Not a very interesting answer, but you try to take comfort in the fact that at least he obviously likes the meal you prepared.

“How did your classes go, Jenny?” You ask your teenage daughter.

“I have a paper due tomorrow. Can I go?”

You nod, sighing internally.

Finally, you turn to your husband. “How was work?”

“It was fine.” He says. “Can you pass the salt?”

“Mom,” your younger daughter interrupts, just as you’re about to pick up the salt. “Johnny just kicked me under the table. Can you make him stop?”

You sigh… family dinners are supposed to be great bonding time…after all, studies show that more family dinners means healthier, more successful, happier children and teens. But aside from good healthy home cooked food, what really makes or breaks the family dinner is the conversation that goes with it. If the conversation goes well, you will likely have a happy family experience overall. If the conversation is a disaster, you likely have other problems in your family.

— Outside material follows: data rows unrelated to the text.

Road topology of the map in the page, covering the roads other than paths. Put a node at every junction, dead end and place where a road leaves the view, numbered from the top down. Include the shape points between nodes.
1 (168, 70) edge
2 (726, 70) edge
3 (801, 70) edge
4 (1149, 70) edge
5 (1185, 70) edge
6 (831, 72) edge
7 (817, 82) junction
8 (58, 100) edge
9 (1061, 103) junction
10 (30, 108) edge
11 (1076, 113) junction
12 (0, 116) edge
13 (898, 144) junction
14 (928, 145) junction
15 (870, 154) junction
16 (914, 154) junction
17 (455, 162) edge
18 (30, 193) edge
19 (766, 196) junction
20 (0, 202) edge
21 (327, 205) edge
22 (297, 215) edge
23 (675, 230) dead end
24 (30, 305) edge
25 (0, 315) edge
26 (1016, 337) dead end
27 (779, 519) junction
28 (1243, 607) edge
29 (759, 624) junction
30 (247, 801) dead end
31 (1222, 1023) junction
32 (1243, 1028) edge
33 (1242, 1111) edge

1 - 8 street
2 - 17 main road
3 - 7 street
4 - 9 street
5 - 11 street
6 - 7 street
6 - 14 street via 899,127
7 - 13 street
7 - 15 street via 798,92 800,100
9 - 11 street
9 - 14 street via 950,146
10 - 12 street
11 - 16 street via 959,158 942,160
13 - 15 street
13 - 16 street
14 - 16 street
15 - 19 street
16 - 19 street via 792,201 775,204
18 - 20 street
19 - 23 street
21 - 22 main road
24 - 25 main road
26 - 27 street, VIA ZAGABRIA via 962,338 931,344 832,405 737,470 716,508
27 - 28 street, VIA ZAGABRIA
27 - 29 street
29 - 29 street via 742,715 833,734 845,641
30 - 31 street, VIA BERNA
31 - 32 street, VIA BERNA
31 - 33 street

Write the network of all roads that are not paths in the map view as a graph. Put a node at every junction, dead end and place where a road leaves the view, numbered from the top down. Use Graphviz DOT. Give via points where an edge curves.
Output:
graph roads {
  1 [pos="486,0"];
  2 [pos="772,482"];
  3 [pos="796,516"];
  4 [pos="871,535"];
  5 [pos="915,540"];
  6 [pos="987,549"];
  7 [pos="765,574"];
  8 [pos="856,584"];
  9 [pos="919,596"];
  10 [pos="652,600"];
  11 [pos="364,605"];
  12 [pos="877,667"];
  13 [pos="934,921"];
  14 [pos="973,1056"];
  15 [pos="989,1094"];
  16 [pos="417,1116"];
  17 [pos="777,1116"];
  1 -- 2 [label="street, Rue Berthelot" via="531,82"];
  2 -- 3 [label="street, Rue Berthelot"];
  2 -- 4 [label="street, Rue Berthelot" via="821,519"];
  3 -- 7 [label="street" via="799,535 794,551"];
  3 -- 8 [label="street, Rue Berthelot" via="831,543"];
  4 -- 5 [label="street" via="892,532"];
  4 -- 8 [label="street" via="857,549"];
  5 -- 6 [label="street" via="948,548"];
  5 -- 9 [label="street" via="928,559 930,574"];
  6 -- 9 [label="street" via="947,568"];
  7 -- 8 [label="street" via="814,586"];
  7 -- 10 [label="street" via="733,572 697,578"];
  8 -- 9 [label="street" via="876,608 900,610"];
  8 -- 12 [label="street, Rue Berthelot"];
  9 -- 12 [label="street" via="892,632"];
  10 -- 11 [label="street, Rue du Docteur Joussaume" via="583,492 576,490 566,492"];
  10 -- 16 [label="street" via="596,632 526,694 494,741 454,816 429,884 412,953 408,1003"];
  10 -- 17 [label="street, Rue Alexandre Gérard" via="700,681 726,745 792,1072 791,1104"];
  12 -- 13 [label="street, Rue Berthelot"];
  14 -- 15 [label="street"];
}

Here are five tips that should make your family meal conversations more satisfying and enjoyable.

 

Ask open ended questions

Yes or no questions are good for some things, but dinner conversation is not one of them. If you want to get a conversation going, you have to ask a question that requires your conversation partner to bring some information to the table. If you ask, “How was school today?” “Fine” is a perfectly legitimate answer, but it gives you nothing to talk about.

Instead of asking how school went, or if it was ok, try asking questions like, “What was something interesting that happened at school/work/home today?” Then your conversation partner has to actually introduce some information into the conversation.

 

Ask followup questions

You sit down to dinner. “Johnny, what was something interesting that happened at school today?”

“We played a new game at recess.” Johnny says.

“That’s interesting.” You say…and the conversation dies.

Conversation is like a game of tennis. You serve the ball to get in into play–this is like the preliminary question. Your partner returns it, by adding something new. And you need to return it again, once again by adding something of your own, or by asking a follow up question.

If Johnny tells you he played a new game at recess, you should ask, “What game was it?”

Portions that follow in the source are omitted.